Within the listing, how many lines hold the word "bridge"? Give the number by itself.

==== RECORDED DATA

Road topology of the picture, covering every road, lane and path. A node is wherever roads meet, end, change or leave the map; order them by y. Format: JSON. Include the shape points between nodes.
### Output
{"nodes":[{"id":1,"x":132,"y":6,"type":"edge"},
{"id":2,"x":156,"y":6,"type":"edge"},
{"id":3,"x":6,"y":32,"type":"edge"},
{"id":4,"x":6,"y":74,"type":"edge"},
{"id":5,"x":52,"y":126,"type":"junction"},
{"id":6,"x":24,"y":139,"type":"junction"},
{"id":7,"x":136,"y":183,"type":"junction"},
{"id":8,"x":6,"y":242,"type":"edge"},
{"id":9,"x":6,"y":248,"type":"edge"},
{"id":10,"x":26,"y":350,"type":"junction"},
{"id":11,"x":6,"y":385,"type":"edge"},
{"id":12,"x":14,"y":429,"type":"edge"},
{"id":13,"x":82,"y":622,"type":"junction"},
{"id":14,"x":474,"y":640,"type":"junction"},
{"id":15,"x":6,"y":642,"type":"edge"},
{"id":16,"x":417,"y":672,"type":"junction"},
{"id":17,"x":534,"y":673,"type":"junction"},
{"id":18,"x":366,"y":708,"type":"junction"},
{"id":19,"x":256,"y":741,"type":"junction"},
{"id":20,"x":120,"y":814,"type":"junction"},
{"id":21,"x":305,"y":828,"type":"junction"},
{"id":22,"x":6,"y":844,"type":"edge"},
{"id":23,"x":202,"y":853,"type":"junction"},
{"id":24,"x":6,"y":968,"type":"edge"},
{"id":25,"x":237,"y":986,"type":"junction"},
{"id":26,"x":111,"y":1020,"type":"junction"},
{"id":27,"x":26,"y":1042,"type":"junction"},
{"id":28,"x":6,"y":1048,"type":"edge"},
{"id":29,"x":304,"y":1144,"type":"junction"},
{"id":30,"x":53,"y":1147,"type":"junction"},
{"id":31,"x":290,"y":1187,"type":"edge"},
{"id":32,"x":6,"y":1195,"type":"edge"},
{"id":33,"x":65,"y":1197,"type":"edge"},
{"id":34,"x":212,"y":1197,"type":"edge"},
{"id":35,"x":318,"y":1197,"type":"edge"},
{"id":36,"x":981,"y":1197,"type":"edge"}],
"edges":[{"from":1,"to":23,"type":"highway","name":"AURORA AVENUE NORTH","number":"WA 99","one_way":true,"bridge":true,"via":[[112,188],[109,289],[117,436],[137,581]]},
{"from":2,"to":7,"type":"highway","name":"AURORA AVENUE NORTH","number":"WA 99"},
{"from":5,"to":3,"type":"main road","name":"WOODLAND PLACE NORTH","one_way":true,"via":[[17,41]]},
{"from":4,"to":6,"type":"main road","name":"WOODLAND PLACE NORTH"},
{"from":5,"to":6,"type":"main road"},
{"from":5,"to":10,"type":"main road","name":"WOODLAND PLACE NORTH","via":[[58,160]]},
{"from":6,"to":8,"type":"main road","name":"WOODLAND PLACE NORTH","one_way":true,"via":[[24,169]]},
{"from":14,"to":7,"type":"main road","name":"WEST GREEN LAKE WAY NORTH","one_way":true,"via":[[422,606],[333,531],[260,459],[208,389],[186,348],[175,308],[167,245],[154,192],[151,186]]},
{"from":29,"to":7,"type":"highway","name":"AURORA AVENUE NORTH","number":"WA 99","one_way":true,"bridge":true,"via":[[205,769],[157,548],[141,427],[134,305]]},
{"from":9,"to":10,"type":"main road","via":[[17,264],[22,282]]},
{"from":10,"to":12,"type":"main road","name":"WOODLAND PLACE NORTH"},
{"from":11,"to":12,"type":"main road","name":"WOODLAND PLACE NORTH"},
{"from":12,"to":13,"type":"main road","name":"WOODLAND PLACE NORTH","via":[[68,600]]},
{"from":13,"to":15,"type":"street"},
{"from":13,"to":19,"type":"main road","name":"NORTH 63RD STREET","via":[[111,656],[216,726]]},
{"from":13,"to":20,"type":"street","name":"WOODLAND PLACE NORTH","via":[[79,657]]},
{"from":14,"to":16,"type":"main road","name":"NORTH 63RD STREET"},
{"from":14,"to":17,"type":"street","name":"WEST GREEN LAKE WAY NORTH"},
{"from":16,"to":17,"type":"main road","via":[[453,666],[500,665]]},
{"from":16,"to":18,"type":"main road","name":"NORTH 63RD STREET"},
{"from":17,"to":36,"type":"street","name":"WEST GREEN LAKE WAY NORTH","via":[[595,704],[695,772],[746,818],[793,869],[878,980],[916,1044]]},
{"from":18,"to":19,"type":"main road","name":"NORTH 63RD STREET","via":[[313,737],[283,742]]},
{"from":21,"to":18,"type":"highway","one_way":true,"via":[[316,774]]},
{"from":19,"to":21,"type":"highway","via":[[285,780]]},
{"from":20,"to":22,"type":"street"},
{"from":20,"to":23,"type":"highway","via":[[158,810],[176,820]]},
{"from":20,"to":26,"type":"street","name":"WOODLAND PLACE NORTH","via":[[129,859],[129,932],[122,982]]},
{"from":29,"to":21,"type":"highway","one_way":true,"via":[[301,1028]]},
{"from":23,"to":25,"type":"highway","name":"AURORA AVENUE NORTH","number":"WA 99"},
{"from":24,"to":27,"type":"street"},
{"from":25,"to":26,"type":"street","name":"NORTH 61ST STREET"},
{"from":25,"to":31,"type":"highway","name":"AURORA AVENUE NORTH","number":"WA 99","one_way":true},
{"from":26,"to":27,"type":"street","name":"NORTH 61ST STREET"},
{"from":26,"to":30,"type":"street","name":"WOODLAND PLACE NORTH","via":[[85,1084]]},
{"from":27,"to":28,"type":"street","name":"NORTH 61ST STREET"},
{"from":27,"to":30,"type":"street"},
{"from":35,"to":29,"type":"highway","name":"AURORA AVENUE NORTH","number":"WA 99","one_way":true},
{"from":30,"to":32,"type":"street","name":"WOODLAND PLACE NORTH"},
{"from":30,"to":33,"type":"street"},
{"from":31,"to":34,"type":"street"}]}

========

## RESPONSE AREA
2